6o Quand on a atteint le sens qu’a voulu exprimer l’auteur, on ne connaît encore que la conception qui lui a traversé l’esprit au moment où il produisait le document. Derrière cet état passager on cherche l’état d’esprit durable : on remonte du sens conçu par l’auteur à sa croyance réelle.

7o La croyance a toujours une cause. Mais cette cause peut être soit l’état subjectif de l’auteur (une hallucination ou un préjugé), soit une action du dehors. L’historien doit rapporter la croyance à l’une de ces causes. Si elle est produite par une disposition personnelle, elle ne peut servir qu’à connaître l’état de l’auteur, et le travail s’arrête. Les récits faits par Luther de ses luttes avec le diable indiquent seulement que Luther se croyait obsédé par le diable.

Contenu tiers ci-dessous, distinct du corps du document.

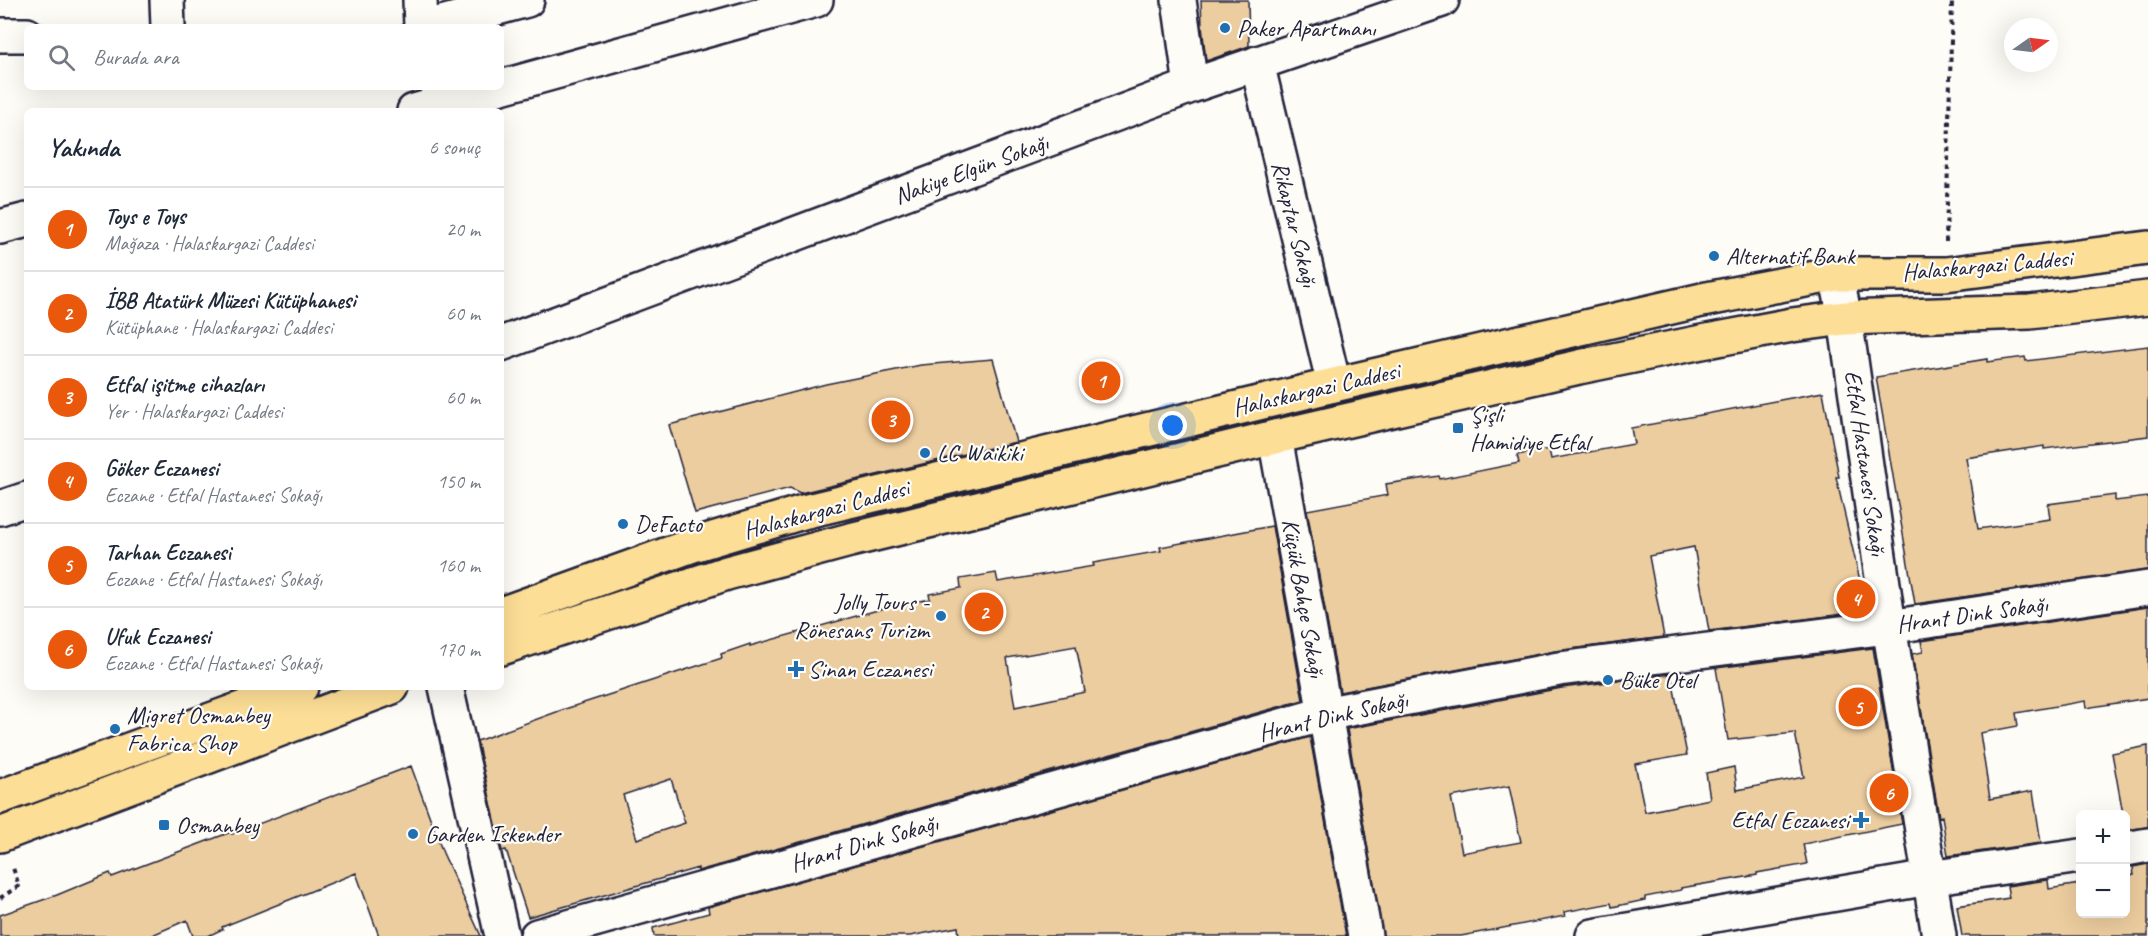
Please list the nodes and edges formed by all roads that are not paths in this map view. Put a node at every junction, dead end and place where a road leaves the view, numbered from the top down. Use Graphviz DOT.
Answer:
graph roads {
  1 [pos="167,0"];
  2 [pos="420,0"];
  3 [pos="527,0"];
  4 [pos="816,0"];
  5 [pos="1179,0"];
  6 [pos="1442,0"];
  7 [pos="168,24"];
  8 [pos="421,24"];
  9 [pos="438,24"];
  10 [pos="0,35"];
  11 [pos="24,35"];
  12 [pos="1257,63"];
  13 [pos="504,86"];
  14 [pos="1191,86"];
  15 [pos="488,90"];
  16 [pos="434,103"];
  17 [pos="24,221"];
  18 [pos="0,227"];
  19 [pos="2148,248"];
  20 [pos="1836,274"];
  21 [pos="2148,298"];
  22 [pos="1845,318"];
  23 [pos="504,343"];
  24 [pos="1334,385"];
  25 [pos="1275,437"];
  26 [pos="24,500"];
  27 [pos="0,508"];
  28 [pos="2148,588"];
  29 [pos="504,613"];
  30 [pos="1889,626"];
  31 [pos="504,647"];
  32 [pos="293,690"];
  33 [pos="384,690"];
  34 [pos="447,690"];
  35 [pos="1324,714"];
  36 [pos="0,797"];
  37 [pos="1,835"];
  38 [pos="2148,845"];
  39 [pos="2130,848"];
  40 [pos="2076,857"];
  41 [pos="1929,878"];
  42 [pos="502,936"];
  43 [pos="537,936"];
  44 [pos="1365,936"];
  45 [pos="1593,936"];
  46 [pos="1939,936"];
  1 -- 7 [label="street"];
  2 -- 8 [label="street"];
  3 -- 9 [label="street"];
  4 -- 13 [label="street"];
  5 -- 14 [label="street"];
  6 -- 12 [label="street, Nakiye Elgün Sokağı"];
  10 -- 11 [label="street"];
  12 -- 14 [label="street, Nakiye Elgün Sokağı"];
  12 -- 24 [label="street, Rikaptar Sokağı"];
  14 -- 23 [label="street, Nakiye Elgün Sokağı"];
  15 -- 16 [label="street"];
  17 -- 18 [label="street"];
  19 -- 20 [label="main road, Halaskargazi Caddesi"];
  20 -- 22 [label="street, Etfal Hastanesi Sokağı"];
  20 -- 24 [label="main road, Halaskargazi Caddesi"];
  21 -- 22 [label="main road, Halaskargazi Caddesi"];
  22 -- 25 [label="main road, Halaskargazi Caddesi"];
  22 -- 30 [label="street, Etfal Hastanesi Sokağı"];
  24 -- 29 [label="main road, Halaskargazi Caddesi"];
  25 -- 31 [label="main road, Halaskargazi Caddesi"];
  25 -- 35 [label="street, Küçük Bahçe Sokağı"];
  26 -- 27 [label="street"];
  28 -- 30 [label="street, Hrant Dink Sokağı"];
  30 -- 35 [label="street, Hrant Dink Sokağı"];
  30 -- 41 [label="street, Etfal Hastanesi Sokağı"];
  32 -- 36 [label="main road"];
  33 -- 37 [label="main road"];
  34 -- 42 [label="street"];
  35 -- 43 [label="street, Hrant Dink Sokağı"];
  35 -- 44 [label="street, Küçük Bahçe Sokağı"];
  38 -- 39 [label="street"];
  40 -- 41 [label="street"];
  41 -- 45 [label="street"];
  41 -- 46 [label="street, Etfal Hastanesi Sokağı"];
}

8o Si la croyance est venue du dehors, elle peut reposer soit sur l’affirmation d’un autre homme, soit sur une impression personnelle de l’auteur. L’historien doit chercher de quelle nature a été l’action du dehors. Si c’est l’affirmation d’un autre homme, le document sur lequel on opère n’est plus qu’un document de seconde main ; il ne renseigne directement que sur l’affirmation elle-même, il prouve seulement que l’auteur affirme avoir lu ou entendu une chose. Quant au fait affirmé, on ne peut l’atteindre que par un nouveau travail, en remontant aux paroles ou aux écrits qui ont servi de documents à l’auteur.

9o Si la croyance résulte d’une impression faite sur l’auteur par les faits, on passera de l’impression perçue par l’auteur au fait qui l’a produite. C’est la dernière étape : la perception étant un procédé direct de connaissance, l’historien ne peut remonter au delà.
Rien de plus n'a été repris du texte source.